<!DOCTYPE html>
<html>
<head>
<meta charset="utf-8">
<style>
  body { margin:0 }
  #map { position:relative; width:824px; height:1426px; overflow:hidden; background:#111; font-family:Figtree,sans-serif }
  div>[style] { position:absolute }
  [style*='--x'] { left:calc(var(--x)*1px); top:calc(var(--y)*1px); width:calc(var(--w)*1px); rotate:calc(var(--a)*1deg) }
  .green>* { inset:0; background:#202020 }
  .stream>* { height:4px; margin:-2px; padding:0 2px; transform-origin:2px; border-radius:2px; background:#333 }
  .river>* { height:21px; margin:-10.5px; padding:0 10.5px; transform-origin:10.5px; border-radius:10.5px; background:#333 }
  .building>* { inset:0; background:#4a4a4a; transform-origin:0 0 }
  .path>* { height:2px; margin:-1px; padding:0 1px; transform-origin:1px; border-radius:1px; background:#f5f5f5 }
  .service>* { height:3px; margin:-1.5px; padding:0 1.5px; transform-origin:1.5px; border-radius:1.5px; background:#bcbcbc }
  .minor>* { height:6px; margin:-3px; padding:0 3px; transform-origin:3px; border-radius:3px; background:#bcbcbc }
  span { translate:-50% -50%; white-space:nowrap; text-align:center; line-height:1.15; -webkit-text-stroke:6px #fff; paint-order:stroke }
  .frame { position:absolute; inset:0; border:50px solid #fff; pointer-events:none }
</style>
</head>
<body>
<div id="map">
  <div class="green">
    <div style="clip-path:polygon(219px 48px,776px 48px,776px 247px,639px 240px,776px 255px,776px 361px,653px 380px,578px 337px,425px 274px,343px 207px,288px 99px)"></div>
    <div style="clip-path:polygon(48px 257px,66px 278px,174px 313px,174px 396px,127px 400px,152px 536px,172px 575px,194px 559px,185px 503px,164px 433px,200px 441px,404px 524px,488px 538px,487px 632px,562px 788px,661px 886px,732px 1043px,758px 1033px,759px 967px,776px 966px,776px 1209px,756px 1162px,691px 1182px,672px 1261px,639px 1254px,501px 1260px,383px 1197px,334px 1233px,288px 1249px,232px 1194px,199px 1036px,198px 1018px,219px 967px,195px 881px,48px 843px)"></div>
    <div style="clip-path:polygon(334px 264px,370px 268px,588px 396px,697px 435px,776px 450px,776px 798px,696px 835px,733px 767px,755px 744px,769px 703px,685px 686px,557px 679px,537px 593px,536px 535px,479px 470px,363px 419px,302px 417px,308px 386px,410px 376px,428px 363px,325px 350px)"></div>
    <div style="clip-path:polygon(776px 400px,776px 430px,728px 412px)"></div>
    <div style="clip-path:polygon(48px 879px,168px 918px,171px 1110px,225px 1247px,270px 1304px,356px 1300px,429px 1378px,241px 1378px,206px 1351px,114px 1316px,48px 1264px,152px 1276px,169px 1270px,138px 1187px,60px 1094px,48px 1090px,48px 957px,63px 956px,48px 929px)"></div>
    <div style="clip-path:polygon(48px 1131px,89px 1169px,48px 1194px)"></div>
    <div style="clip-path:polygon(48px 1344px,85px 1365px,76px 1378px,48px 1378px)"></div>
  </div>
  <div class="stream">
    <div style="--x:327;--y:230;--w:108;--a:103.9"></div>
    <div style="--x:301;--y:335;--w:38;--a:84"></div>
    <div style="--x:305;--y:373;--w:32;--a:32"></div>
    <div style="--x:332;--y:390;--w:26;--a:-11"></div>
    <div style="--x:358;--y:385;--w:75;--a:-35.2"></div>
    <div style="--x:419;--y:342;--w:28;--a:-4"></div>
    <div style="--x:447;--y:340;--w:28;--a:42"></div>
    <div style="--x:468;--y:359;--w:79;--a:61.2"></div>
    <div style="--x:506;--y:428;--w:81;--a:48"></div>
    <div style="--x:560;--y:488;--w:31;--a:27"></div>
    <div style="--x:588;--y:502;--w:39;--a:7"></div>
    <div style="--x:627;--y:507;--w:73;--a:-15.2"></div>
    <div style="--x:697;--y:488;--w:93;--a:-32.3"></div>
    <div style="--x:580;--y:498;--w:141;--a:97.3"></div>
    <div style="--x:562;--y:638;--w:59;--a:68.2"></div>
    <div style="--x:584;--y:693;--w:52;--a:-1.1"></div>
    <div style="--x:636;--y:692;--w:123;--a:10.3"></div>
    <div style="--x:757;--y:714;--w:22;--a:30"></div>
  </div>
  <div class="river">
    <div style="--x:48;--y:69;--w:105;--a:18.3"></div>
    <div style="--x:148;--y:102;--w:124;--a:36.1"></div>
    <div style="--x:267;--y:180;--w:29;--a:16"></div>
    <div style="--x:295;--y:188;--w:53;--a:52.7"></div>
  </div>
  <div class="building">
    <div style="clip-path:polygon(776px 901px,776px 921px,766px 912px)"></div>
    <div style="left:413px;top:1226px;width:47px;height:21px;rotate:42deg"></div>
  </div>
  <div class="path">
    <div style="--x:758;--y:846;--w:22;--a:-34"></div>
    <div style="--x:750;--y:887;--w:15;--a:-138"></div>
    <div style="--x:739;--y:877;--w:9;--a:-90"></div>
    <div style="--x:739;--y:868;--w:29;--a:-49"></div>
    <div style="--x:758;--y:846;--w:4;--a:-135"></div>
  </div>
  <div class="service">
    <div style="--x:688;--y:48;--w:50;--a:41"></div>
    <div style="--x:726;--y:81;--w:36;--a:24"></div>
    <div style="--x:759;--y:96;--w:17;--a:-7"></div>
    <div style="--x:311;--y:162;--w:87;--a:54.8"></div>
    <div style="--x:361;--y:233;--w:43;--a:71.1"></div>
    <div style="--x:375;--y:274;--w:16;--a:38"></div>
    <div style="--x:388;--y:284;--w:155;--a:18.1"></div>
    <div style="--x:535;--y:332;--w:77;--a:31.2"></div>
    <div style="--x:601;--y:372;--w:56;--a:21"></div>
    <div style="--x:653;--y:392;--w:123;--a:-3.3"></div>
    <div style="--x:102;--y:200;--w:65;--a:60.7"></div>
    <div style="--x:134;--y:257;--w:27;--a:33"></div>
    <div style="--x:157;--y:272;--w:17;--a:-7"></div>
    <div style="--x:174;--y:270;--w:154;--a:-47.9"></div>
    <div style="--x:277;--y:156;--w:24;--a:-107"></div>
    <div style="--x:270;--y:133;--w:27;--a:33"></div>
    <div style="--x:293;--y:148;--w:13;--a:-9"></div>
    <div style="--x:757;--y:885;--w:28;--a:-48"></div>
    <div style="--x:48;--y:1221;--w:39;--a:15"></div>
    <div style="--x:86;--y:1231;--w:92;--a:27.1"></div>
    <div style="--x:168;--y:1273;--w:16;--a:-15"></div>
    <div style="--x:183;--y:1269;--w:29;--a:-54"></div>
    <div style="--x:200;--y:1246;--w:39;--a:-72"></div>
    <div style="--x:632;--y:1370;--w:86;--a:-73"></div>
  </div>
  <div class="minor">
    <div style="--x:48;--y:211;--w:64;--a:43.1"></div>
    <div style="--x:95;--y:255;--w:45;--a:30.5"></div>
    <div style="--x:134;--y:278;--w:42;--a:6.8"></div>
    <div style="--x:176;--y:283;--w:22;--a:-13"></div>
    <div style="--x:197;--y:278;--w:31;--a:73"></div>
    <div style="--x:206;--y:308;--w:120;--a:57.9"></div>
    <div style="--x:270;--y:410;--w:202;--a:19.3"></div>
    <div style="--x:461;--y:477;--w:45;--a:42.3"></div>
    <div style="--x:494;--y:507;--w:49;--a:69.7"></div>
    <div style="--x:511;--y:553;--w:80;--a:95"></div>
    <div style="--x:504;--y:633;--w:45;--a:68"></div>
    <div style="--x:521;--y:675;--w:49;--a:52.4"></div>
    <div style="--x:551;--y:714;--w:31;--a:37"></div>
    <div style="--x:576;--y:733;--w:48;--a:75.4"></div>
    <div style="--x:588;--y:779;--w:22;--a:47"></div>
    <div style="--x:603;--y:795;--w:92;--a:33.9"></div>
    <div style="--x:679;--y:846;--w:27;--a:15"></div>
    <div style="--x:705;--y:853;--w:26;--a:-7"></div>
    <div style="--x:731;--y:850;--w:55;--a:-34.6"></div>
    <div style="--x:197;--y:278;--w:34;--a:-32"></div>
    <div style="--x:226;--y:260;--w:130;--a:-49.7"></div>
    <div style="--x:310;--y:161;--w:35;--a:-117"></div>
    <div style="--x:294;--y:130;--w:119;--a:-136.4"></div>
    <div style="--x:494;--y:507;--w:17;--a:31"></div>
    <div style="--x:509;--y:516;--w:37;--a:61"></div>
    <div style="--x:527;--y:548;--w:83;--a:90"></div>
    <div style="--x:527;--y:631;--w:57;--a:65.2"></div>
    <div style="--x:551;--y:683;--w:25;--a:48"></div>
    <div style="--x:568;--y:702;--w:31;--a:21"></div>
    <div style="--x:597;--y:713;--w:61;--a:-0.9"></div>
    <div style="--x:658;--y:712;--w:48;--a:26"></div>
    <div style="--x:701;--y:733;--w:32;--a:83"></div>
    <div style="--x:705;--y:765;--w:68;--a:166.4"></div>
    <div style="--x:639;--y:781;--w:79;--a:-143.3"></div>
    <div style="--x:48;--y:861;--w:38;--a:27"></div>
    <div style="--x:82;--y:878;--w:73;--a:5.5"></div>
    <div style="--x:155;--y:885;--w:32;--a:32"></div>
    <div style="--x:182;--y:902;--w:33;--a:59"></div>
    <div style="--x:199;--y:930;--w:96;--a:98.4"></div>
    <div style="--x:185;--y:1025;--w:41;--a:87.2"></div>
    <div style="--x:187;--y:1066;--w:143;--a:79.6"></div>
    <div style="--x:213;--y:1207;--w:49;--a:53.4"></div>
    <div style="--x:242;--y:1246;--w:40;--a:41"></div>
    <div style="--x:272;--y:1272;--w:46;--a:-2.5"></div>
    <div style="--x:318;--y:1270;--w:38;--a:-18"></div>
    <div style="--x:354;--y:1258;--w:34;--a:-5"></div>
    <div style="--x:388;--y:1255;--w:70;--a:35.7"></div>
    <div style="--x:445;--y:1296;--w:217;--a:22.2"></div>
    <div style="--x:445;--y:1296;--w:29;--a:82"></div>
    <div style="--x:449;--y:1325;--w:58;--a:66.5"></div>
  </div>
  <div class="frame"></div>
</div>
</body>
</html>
= = = =
**GOAL OF THE EXERCISE**
Write down exactly every line of the material above up to and including the line containing "height:4px; margin:-2px; padding:0".

**FINISHED TASK**
<!DOCTYPE html>
<html>
<head>
<meta charset="utf-8">
<style>
  body { margin:0 }
  #map { position:relative; width:824px; height:1426px; overflow:hidden; background:#111; font-family:Figtree,sans-serif }
  div>[style] { position:absolute }
  [style*='--x'] { left:calc(var(--x)*1px); top:calc(var(--y)*1px); width:calc(var(--w)*1px); rotate:calc(var(--a)*1deg) }
  .green>* { inset:0; background:#202020 }
  .stream>* { height:4px; margin:-2px; padding:0 2px; transform-origin:2px; border-radius:2px; background:#333 }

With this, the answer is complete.